Wired Intelligent Edge

Hi all,

I have come accross an issue in a greenfield deployment where some ports are being blocked by port-security even when they only have a single MAC address connected.

When I do a 'show interface physical' I see the following. I have hundreds of switches with the same issue. It's mostly the same device type, but not always.

show int physical | i blocked

1/5/3       5G-SmartRate   blocked  up       100M-FDx auto      --       off      0.00      100M/1G/2.5G/5G                        
1/5/5       5G-SmartRate   blocked  up       100M-FDx auto      --       off      0.00      100M/1G/2.5G/5G                        
1/5/7       5G-SmartRate   blocked  up       100M-FDx auto      --       off      0.00      100M/1G/2.5G/5G                        
1/5/9       5G-SmartRate   blocked  up       100M-FDx auto      --       off      0.00      100M/1G/2.5G/5G                        
1/5/12      5G-SmartRate   blocked  up       100M-FDx auto      --       off      0.00      100M/1G/2.5G/5G                    
1/5/14      5G-SmartRate   blocked  up       100M-FDx auto      --       off      0.00      100M/1G/2.5G/5G                        
1/6/34      5G-SmartRate   blocked  up       1G       auto      --       off      0.00      100M/1G/2.5G/5G                        
1/6/38      5G-SmartRate   blocked  up       1G       auto      --       off      0.00      100M/1G/2.5G/5G                       
1/7/22      5G-SmartRate   blocked  up       1G       auto      --       off      0.00      100M/1G/2.5G/5G                        
1/7/26      5G-SmartRate   blocked  up       1G       auto      --       off      0.00      100M/1G/2.5G/5G                        
1/7/30      5G-SmartRate   blocked  up       1G       auto      --       off      0.00      100M/1G/2.5G/5G                       

Here is an example of one of the interface configs:

 description xxxx
    no shutdown
    no routing
    vlan access xxxx
    spanning-tree bpdu-guard
    spanning-tree tcn-guard
    spanning-tree port-type admin-edge
    port-access security violation action shutdown
    port-access security violation action shutdown auto-recovery enable
    port-access security violation action shutdown recovery-timer 60
    port-access port-security
        enable
    no lldp transmit
    no lldp receive
    loop-protect
    exit

When I had the issue on a single device type at a previous customer site, TAC recommended using the command 'port-access allow-flood-traffic' in the interface context. So I tried this on all of the above ports on this site, and they now function correctly.

I'm not running dot1x.

Do I really need to go and add this command to all of the edge ports in my 1000+ switch network just in case they have this issue? Or have I likely hit a bug?

"Port-Access allow-flood-traffic" CLI is recommended for clients which are non-chatty.
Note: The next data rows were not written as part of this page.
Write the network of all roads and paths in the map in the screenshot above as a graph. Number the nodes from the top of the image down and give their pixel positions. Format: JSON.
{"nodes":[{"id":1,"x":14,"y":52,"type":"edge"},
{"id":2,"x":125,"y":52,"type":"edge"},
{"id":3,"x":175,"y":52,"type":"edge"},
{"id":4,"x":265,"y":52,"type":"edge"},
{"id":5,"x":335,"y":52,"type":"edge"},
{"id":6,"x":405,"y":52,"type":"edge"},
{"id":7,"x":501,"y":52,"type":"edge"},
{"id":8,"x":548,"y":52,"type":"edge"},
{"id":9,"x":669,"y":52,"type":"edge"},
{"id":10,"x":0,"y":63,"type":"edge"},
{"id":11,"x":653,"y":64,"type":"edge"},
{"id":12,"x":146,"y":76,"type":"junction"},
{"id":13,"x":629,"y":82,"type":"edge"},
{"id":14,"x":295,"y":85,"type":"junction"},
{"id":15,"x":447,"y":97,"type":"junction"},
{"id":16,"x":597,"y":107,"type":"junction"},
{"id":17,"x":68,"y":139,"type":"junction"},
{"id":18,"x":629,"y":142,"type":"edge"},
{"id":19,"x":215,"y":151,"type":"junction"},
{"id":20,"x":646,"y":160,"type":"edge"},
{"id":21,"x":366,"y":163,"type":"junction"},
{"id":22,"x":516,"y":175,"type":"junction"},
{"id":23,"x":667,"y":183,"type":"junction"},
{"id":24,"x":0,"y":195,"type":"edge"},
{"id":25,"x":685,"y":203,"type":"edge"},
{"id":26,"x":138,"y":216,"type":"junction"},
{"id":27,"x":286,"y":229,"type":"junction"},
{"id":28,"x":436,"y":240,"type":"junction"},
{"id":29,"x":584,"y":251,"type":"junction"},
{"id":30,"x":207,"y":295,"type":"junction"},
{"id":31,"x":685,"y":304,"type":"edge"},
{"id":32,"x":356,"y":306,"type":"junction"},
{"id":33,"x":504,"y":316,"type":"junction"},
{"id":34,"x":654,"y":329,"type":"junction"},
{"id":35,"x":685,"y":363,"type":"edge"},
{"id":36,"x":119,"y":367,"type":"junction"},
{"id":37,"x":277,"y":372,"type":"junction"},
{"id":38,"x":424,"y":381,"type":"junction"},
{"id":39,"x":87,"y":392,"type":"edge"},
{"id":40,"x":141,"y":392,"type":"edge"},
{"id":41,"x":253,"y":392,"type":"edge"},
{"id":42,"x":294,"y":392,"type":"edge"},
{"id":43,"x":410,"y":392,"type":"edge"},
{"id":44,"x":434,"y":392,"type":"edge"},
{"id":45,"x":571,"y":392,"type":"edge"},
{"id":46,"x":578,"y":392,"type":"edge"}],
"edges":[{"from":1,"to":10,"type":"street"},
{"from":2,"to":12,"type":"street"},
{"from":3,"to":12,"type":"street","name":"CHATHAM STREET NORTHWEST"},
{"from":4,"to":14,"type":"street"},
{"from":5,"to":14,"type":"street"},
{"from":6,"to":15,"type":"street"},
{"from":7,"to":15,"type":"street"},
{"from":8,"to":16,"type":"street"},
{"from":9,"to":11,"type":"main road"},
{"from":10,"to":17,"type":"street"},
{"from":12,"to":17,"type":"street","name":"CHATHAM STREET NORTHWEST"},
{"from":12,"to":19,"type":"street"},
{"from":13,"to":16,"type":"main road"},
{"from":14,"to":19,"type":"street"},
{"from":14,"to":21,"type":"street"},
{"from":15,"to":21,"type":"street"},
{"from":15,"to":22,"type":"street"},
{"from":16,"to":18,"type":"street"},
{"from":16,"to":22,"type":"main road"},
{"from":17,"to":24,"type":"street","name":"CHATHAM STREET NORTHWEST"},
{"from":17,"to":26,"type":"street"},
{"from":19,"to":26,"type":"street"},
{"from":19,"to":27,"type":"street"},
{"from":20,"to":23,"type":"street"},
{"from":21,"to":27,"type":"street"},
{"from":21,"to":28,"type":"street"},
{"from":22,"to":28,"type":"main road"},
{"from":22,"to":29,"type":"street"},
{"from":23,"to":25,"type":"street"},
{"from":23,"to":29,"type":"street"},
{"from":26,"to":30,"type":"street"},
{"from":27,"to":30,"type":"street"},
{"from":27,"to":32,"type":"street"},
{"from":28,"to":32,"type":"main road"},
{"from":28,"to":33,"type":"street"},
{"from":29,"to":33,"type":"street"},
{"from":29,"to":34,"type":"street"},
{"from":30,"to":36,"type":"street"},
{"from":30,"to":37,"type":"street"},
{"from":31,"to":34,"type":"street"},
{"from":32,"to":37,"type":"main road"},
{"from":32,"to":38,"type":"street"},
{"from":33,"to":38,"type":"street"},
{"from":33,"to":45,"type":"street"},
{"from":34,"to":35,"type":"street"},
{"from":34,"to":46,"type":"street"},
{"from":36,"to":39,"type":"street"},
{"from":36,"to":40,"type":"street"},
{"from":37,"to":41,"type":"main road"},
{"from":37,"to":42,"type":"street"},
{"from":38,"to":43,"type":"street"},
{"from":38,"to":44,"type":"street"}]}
When port-security is enabled on the port, both ingress/egress direction will be blocked until client onboard. Client you have mentioned here could be non-chatty/silent, so enabling this feature will open the egress direction of the port and it may wake up after receiving any arp broadcast packet. if you are fine with enabling the egress direction of the port , you can enable this CLI in all the edge ports.